From VT News:

BLACKSBURG, Va., Aug. 25, 2015 – Naomi Oreskes, a world-renowned science historian who focuses on understanding scientific consensus and dissent in relation to environmental science, will visit Virginia Tech on Wednesday, Sept. 2.

She will give a 4 p.m. distinguished lecture entitled “Should We Trust Science? Perspectives from the History and Philosophy of Science” at the Lyric Theatre, followed by a question and answer period and book signing.

The event, coordinated by the Global Change Center at Virginia Tech and the Interfaces of Global Change Interdisciplinary Graduate Education Program, is free and open to the public.

Oreskes is a professor of the history of science at Harvard University. She has received international acclaim for her 2010 book, “Merchants of Doubt, How a Handful of Scientists Obscured the Truth on Issues from Tobacco to Global Warming,” co-authored with Erik M. Conway, which was shortlisted for the Los Angeles Times Book Priced, received the 2011 Watson-Davis Prize from the History of Science Society, and was recently adapted into a documentary film.

Her 2014 book, The Collapse of Western Civilization: A View from the Future, also co-written with Conway, looks back at the present from the year 2093.

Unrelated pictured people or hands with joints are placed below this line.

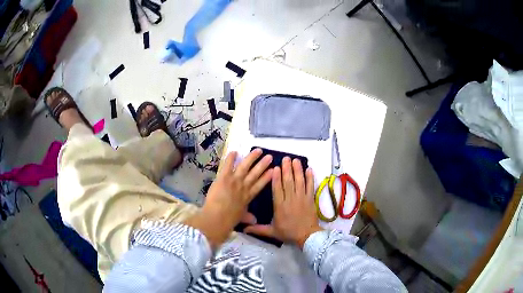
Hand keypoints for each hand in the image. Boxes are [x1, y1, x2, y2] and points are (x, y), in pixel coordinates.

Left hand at [184, 149, 272, 248]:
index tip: (273, 171)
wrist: (218, 217)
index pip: (260, 185)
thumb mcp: (241, 218)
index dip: (267, 177)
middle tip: (269, 157)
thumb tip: (254, 221)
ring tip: (258, 150)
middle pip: (255, 173)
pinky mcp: (224, 177)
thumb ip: (247, 217)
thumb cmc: (230, 219)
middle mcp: (243, 186)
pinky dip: (230, 158)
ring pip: (245, 166)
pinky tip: (234, 151)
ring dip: (252, 158)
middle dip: (263, 165)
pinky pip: (228, 165)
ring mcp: (234, 180)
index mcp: (248, 196)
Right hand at [244, 157, 322, 247]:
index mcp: (280, 206)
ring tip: (296, 160)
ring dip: (297, 170)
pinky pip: (310, 186)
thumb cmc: (289, 233)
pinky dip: (310, 178)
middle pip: (288, 182)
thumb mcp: (272, 232)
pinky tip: (309, 169)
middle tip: (286, 158)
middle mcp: (290, 199)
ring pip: (299, 181)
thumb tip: (243, 229)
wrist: (307, 236)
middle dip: (287, 169)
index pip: (277, 189)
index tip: (275, 167)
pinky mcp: (310, 199)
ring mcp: (302, 198)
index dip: (276, 177)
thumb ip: (258, 229)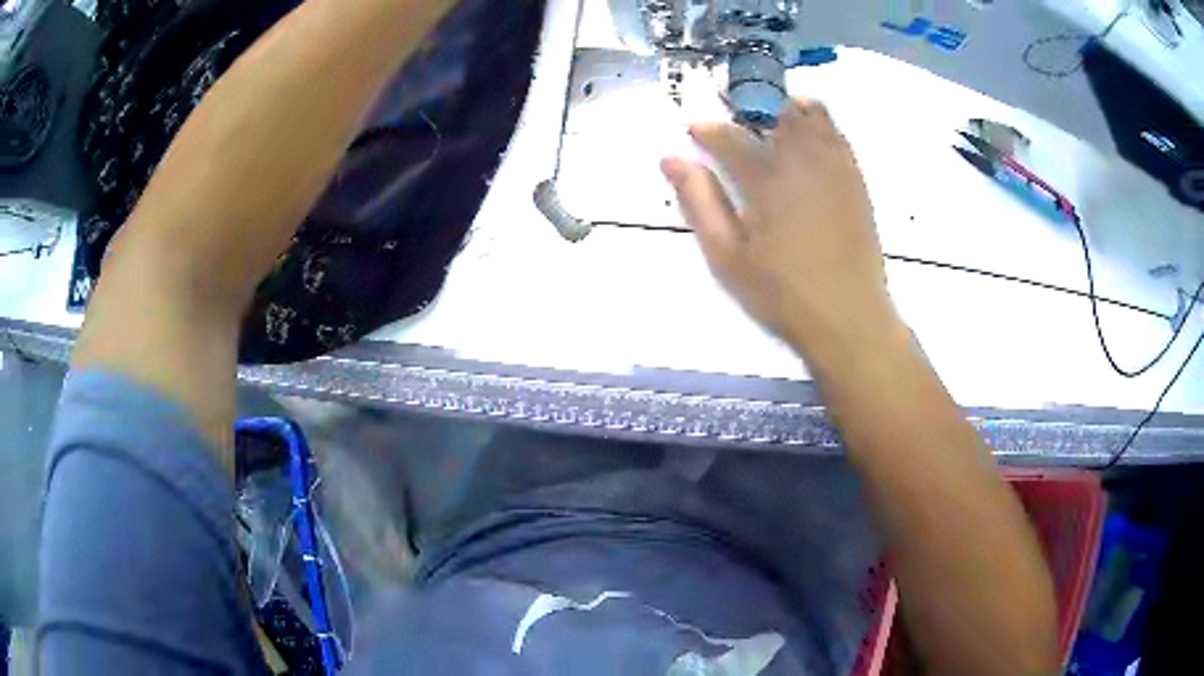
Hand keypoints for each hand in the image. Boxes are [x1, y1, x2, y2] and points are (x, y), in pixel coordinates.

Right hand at [662, 97, 898, 361]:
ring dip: (787, 110)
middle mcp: (803, 161)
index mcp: (766, 180)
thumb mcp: (727, 256)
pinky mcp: (856, 180)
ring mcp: (835, 168)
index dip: (707, 130)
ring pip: (812, 114)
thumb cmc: (781, 293)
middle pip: (776, 110)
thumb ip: (699, 202)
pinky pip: (837, 135)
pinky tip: (806, 146)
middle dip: (751, 107)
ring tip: (772, 126)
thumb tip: (671, 160)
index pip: (730, 136)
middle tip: (736, 121)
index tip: (694, 131)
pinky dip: (817, 127)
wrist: (848, 316)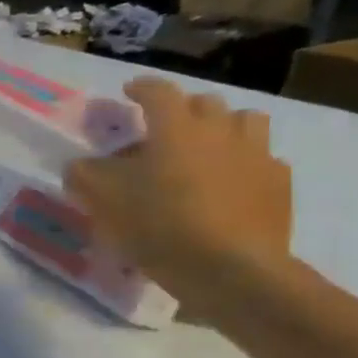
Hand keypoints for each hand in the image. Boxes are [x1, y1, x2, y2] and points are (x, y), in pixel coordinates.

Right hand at [65, 76, 292, 313]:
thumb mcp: (103, 201)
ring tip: (207, 149)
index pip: (158, 91)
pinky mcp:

For her 2004 essay in the journal Science, “The Scientific Consensus on Climate Change,” Oreskes analyzed nearly 1,000 scientific journals to assess the level of consensus around climate change. The paper has been widely cited, both in the United States and abroad, including in the Royal Society’s publication, “A Guide to Facts and Factors about Climate Change,” in the Academy-award winning film, An Inconvenient Truth, and in Ian McEwan’s novel, Solar.

Oreskes’ visit represents the second in a public Distinguished Lecture Series sponsored by the Global Change Center at Virginia Tech. The lecture series brings some of the world’s leading scholars to the Blacksburg community to discuss critical environmental and societal issues in an open forum.

”We are extremely excited to welcome such an outstanding and respected scholar to the Blacksburg community,” said William A. Hopkins, director of the Global Change Center at Virginia Tech and professor of fish and wildlife conservation in the College of Natural Resources and Environment. “Dr. Oreskes’ work emphasizes the critical role that science plays in maintaining our quality of life, and reveals the disparity that sometimes exists between the state of the science and public perceptions about critical scientific issues. Her lecture will discuss why these disparities exist, and demystify the process of scientific debate that can lead to scientific consensus.”